PROBLEM: Check every line of the data for the word "الرحمان", and copy those that have it.

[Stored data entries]
◆ ◆ ◆ ◆ ◆ ◆ ◆

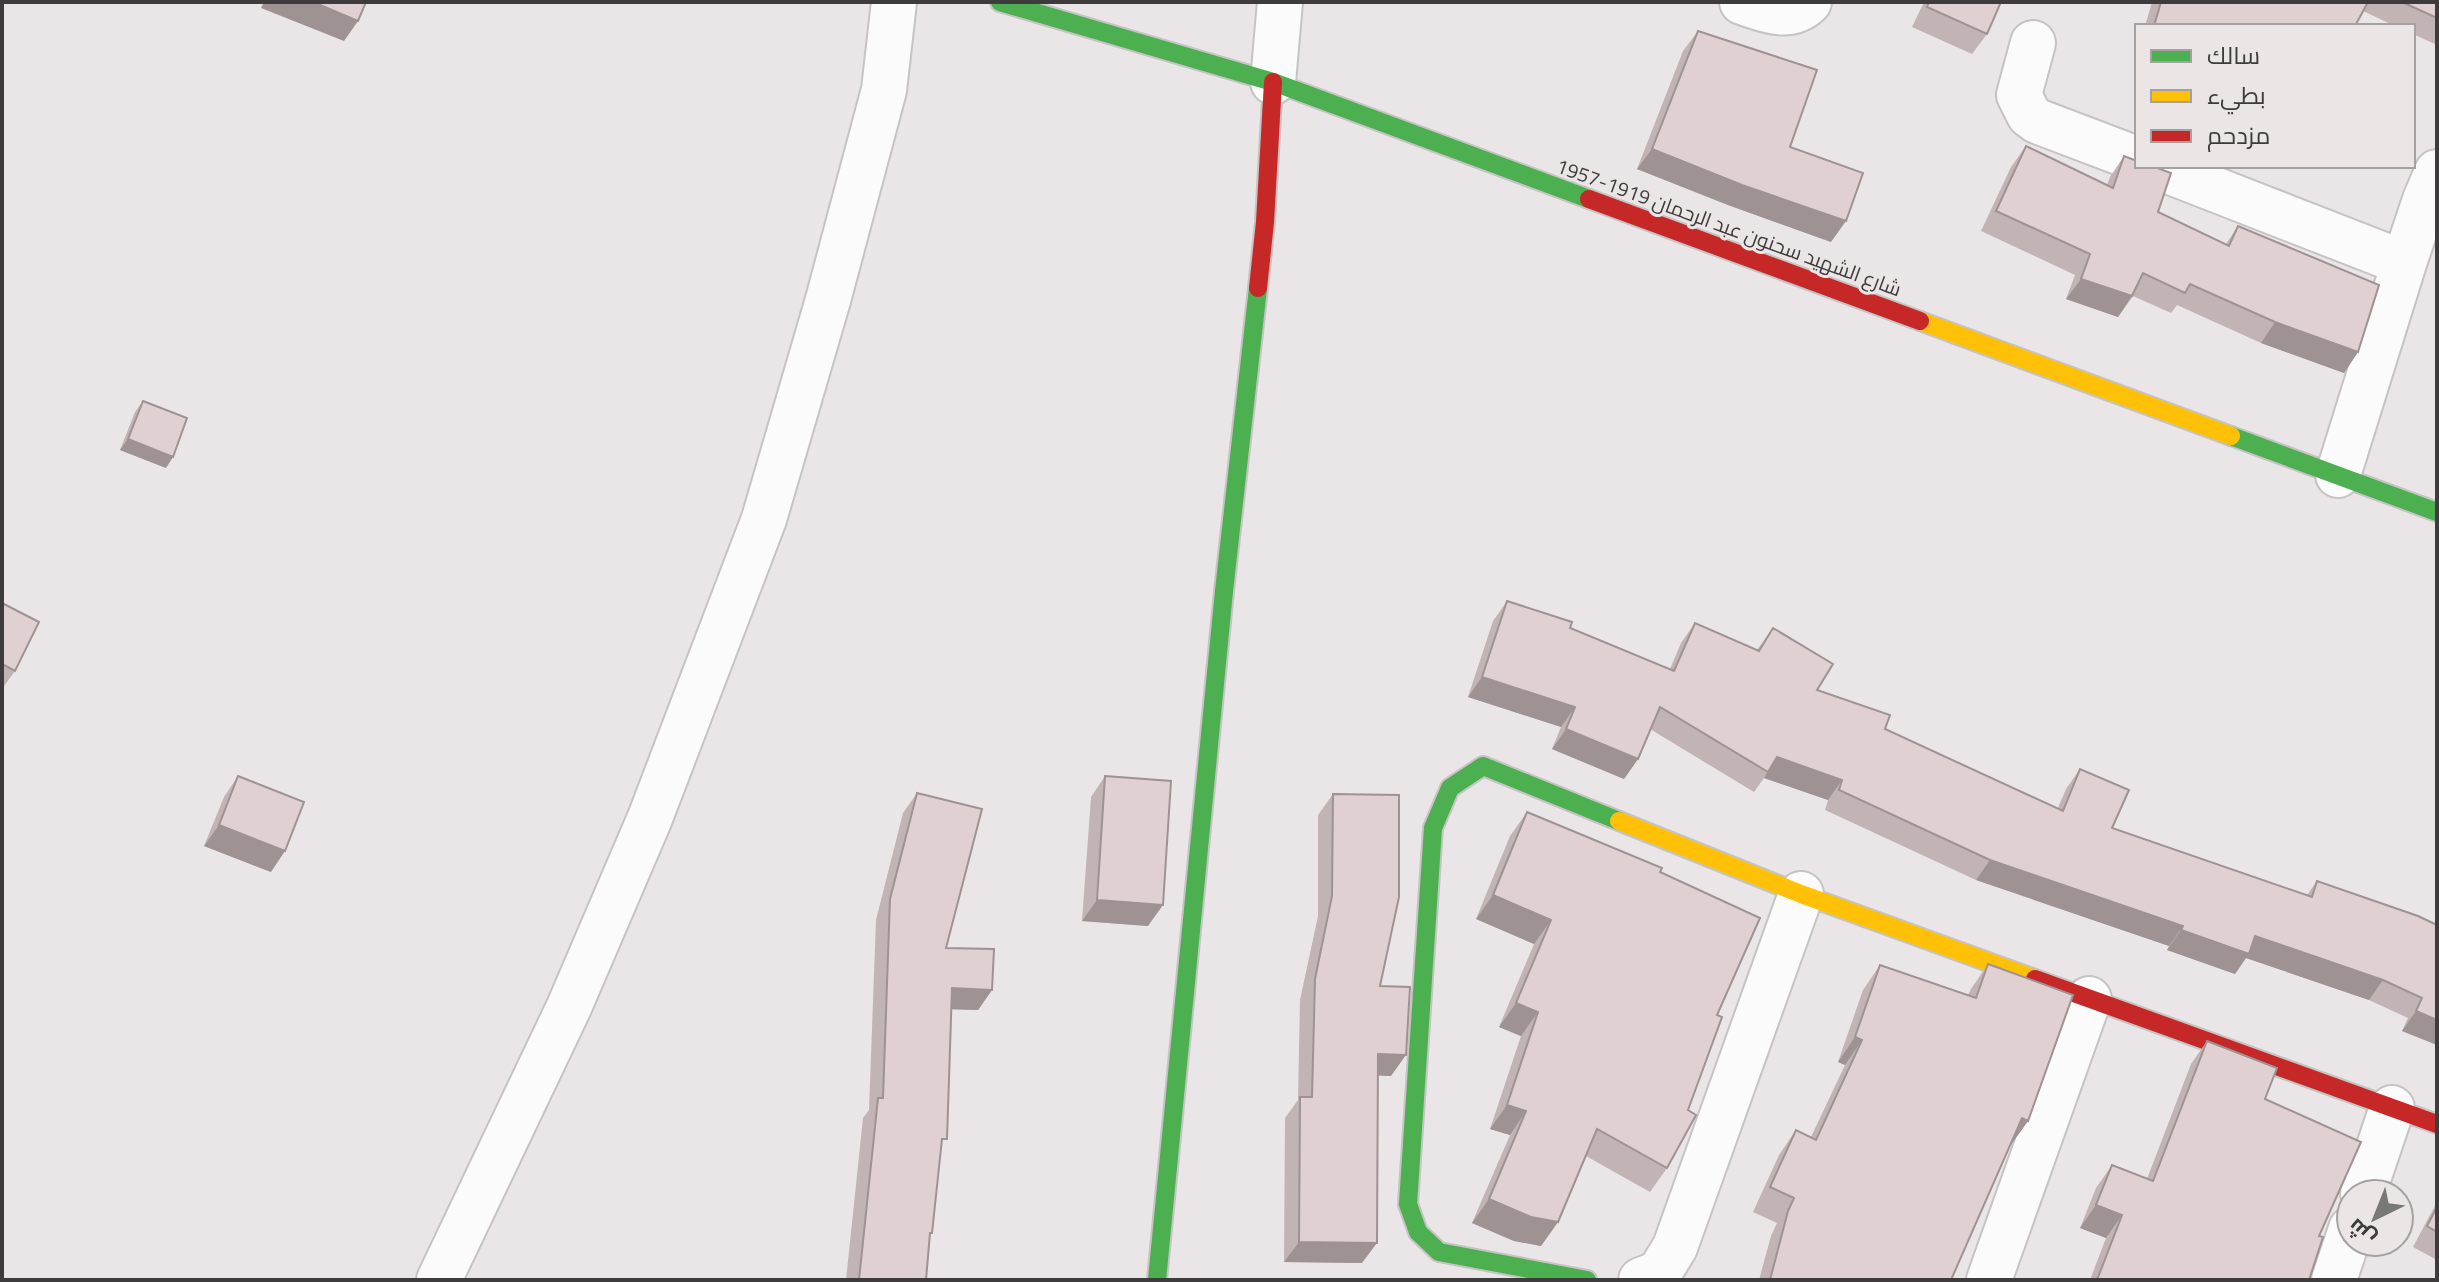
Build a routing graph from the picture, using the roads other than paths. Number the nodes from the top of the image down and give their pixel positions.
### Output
1 (894, 2) edge
2 (1000, 2) edge
3 (1280, 2) edge
4 (1742, 2) edge
5 (1809, 2) edge
6 (2033, 43) dead end
7 (1273, 82) junction
8 (2135, 158) edge
9 (2160, 168) edge
10 (2437, 172) edge
11 (2404, 263) junction
12 (2338, 475) junction
13 (2437, 512) edge
14 (1801, 894) junction
15 (2089, 999) junction
16 (2392, 1108) junction
17 (2437, 1124) edge
18 (2368, 1178) edge
19 (2341, 1258) edge
20 (439, 1280) edge
21 (1157, 1280) edge
22 (1587, 1280) edge
23 (1641, 1280) edge
24 (1989, 1280) edge
25 (2334, 1280) edge

1 - 20 street
2 - 7 street, شارع الشهيد سحنون عبد الرحمان 1919-1957
3 - 7 street
4 - 5 street
6 - 8 street
7 - 12 street, شارع الشهيد سحنون عبد الرحمان 1919-1957
7 - 21 street
9 - 11 street
10 - 11 street
11 - 12 street
12 - 13 street, شارع الشهيد سحنون عبد الرحمان 1919-1957
14 - 15 street
14 - 22 street
14 - 23 street
15 - 16 street
15 - 24 street
16 - 17 street
16 - 18 street
19 - 25 street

◆ ◆ ◆ ◆ ◆ ◆ ◆

RESPONSE TO THE TASK:
2 - 7 street, شارع الشهيد سحنون عبد الرحمان 1919-1957
7 - 12 street, شارع الشهيد سحنون عبد الرحمان 1919-1957
12 - 13 street, شارع الشهيد سحنون عبد الرحمان 1919-1957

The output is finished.